BEGIN EXTRACTED MATERIAL

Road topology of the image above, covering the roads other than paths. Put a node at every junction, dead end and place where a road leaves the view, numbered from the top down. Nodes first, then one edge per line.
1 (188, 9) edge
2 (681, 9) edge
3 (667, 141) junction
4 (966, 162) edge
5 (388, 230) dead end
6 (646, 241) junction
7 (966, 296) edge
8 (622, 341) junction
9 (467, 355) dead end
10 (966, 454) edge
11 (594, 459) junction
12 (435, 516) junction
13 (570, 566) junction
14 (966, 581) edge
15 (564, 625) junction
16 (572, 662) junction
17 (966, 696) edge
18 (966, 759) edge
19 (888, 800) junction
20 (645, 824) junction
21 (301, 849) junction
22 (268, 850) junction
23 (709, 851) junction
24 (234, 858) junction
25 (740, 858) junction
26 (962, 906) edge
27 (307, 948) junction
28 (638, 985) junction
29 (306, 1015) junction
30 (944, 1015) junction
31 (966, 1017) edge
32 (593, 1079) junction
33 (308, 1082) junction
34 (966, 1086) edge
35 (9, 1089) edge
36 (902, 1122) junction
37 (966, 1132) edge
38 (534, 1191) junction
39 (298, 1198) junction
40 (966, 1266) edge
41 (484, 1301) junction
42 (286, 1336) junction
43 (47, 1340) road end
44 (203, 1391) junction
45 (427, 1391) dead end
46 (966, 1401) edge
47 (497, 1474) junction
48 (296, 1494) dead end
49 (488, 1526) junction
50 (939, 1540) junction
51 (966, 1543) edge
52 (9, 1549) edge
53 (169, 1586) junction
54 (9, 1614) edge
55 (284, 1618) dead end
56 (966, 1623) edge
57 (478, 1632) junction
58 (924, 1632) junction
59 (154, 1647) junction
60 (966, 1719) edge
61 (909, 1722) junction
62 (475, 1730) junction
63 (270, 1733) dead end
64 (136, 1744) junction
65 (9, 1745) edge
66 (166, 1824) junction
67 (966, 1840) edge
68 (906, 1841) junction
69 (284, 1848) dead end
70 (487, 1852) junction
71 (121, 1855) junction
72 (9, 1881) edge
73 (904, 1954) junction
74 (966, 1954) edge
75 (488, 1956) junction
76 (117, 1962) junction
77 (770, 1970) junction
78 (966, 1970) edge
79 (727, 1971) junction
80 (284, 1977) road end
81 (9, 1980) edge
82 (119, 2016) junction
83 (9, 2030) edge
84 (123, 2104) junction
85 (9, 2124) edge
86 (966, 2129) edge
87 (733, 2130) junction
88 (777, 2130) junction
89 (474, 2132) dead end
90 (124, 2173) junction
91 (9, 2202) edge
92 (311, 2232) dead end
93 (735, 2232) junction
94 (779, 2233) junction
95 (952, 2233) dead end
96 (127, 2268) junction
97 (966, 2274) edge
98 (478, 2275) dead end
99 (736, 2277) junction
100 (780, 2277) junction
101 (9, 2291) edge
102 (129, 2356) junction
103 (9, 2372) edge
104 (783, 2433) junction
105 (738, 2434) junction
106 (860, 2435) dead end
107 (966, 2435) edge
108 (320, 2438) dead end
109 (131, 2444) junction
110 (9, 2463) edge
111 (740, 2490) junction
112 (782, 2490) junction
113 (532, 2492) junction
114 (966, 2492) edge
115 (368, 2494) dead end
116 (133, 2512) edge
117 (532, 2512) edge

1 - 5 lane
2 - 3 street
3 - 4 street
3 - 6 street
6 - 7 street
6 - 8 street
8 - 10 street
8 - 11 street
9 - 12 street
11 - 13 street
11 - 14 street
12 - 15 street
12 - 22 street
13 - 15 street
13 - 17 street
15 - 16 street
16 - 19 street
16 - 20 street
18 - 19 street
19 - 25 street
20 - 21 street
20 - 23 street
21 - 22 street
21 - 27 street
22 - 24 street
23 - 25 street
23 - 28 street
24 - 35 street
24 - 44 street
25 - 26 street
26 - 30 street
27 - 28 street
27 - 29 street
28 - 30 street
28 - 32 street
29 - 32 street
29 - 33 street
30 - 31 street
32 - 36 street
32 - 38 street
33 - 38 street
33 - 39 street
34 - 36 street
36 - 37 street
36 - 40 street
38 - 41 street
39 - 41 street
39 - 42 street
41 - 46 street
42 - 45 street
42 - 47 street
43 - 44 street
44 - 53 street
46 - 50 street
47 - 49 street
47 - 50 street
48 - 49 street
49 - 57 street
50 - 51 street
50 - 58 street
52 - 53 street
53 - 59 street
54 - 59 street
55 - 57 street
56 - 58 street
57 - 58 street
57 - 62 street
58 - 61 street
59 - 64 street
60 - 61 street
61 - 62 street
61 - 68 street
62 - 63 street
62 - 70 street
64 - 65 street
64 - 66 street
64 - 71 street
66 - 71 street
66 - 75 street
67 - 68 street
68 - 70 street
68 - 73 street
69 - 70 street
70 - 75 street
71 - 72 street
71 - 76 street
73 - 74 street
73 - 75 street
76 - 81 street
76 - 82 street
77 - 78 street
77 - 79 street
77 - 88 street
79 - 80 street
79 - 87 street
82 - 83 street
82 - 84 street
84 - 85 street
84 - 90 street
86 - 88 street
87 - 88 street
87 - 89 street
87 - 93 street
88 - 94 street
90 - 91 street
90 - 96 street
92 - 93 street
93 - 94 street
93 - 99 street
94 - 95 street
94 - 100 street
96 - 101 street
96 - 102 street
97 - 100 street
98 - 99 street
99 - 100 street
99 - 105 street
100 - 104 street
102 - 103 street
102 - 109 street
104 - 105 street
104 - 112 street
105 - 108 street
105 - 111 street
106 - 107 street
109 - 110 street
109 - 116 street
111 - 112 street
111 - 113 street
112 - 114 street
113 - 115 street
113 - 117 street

END EXTRACTED MATERIAL

WHAT THE TASK ASKS
List all lines above in which the string "road" appears.

ANSWER TO THIS TASK
Road topology of the image above, covering the roads other than paths. Put a node at every junction, dead end and place where a road leaves the view, numbered from the top down. Nodes first, then one edge per line.
43 (47, 1340) road end
80 (284, 1977) road end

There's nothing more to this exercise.